# Exercise prompt
Out of the material that follows, write out exactly the lines from the line with "thumb cmc: (915, 1100)" to the line with "middle tip: (1191, 941)", both ends included, and no others.

# Data shown
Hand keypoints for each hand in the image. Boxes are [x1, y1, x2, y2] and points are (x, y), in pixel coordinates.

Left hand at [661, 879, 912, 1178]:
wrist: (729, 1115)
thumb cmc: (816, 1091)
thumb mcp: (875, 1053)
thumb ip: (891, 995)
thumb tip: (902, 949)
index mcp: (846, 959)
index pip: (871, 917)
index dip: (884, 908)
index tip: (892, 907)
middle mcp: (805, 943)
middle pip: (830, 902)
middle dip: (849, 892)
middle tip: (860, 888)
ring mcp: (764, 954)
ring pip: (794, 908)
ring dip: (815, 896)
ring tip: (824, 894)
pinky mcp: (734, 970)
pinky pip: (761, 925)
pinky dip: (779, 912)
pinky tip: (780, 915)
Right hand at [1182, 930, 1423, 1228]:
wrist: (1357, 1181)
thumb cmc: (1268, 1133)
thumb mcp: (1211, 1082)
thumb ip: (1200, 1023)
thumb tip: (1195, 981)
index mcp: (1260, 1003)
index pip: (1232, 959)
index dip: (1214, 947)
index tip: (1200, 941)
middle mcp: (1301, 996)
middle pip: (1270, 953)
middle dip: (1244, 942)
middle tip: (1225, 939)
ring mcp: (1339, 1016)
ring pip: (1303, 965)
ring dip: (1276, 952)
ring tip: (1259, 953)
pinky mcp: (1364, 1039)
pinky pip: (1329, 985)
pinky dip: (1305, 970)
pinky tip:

* * *

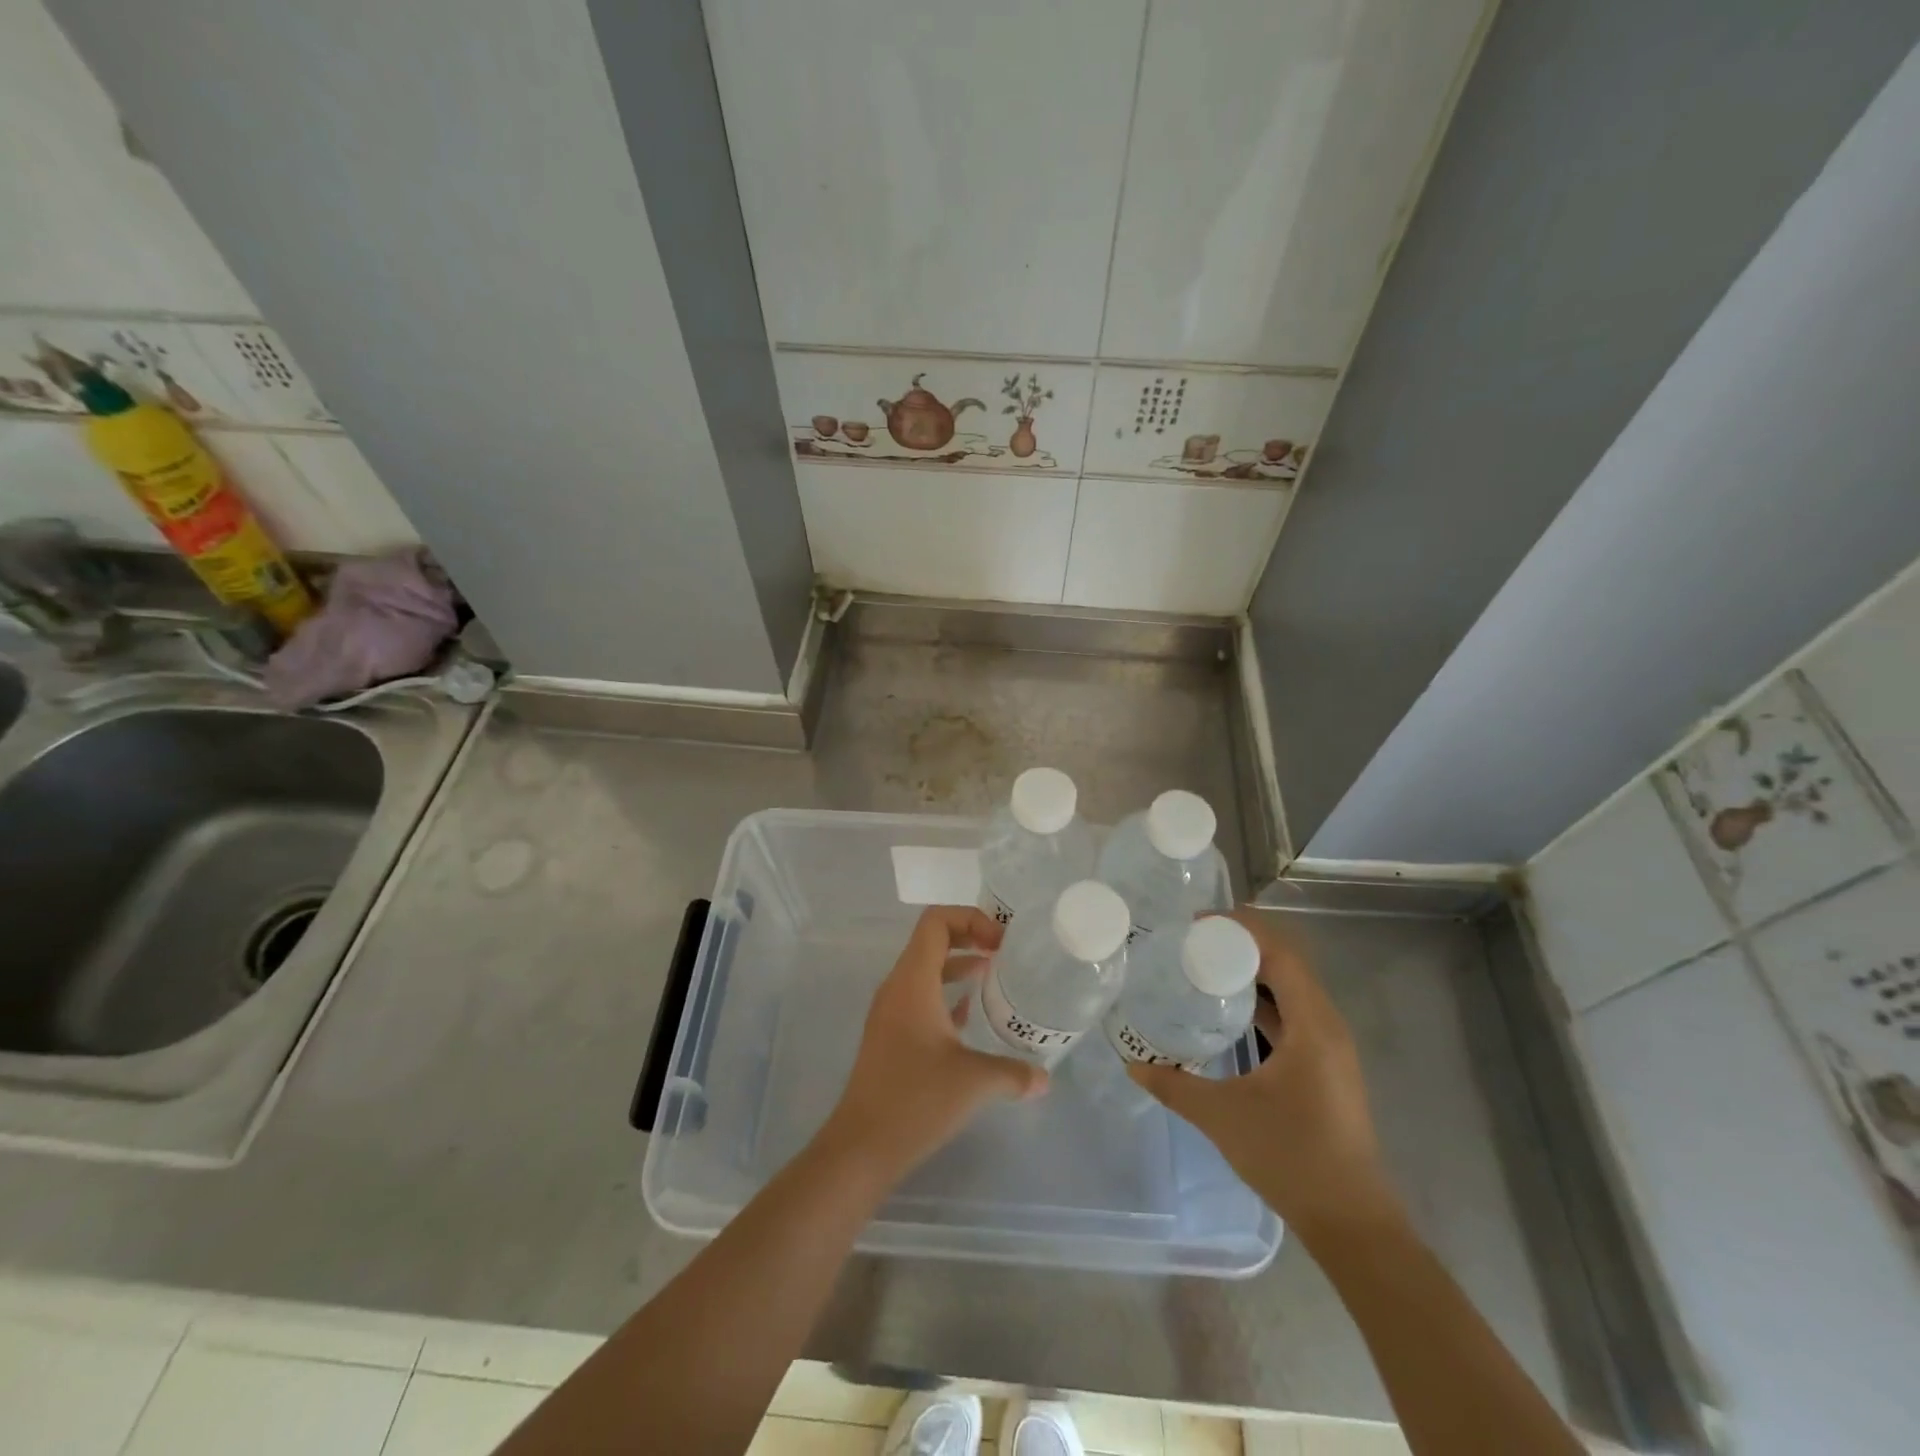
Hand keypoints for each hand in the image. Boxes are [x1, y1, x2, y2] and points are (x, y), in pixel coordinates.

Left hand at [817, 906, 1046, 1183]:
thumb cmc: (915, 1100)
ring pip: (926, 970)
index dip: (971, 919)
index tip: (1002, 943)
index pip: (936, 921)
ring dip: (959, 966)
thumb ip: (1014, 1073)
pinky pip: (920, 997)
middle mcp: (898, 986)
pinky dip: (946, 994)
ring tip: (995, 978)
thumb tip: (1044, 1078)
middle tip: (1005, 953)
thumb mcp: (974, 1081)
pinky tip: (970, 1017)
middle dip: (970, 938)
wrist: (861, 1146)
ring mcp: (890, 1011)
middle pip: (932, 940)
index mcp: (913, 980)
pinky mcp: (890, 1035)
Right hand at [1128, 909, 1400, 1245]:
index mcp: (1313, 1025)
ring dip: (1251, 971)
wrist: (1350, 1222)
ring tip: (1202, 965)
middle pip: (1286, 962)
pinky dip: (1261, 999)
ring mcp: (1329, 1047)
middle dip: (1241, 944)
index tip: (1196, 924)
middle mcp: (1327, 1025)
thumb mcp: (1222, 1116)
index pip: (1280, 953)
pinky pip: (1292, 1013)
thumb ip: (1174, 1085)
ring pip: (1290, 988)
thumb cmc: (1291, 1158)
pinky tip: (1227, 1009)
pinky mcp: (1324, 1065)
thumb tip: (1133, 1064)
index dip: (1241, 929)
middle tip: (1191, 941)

# Solution
thumb cmc: (915, 1100)
ring pip: (926, 970)
index dip: (971, 919)
index tip: (1002, 943)
index pip: (936, 921)
ring dip: (959, 966)
thumb ip: (1014, 1073)
pinky pip: (920, 997)
middle mcp: (898, 986)
pinky dip: (946, 994)
ring tip: (995, 978)
thumb tip: (1044, 1078)
middle tip: (1005, 953)
thumb mcp: (974, 1081)
pinky tip: (970, 1017)
middle dip: (970, 938)
wrist: (861, 1146)
ring mcp: (890, 1011)
middle pip: (932, 940)
index mcp: (913, 980)
pinky mcp: (890, 1035)
Right hand at [1128, 909, 1400, 1245]:
index mcp: (1313, 1025)
ring dip: (1251, 971)
wrist: (1350, 1222)
ring tip: (1202, 965)
middle pip: (1286, 962)
pinky dip: (1261, 999)
ring mcp: (1329, 1047)
middle dip: (1241, 944)
index tip: (1196, 924)
middle mcp: (1327, 1025)
thumb mcp: (1222, 1116)
index pip: (1280, 953)
pinky pip: (1292, 1013)
thumb ip: (1174, 1085)
ring pip: (1290, 988)
thumb cmc: (1291, 1158)
pinky tip: (1227, 1009)
pinky mcp: (1324, 1065)
thumb tip: (1133, 1064)
index dip: (1241, 929)
middle tip: (1191, 941)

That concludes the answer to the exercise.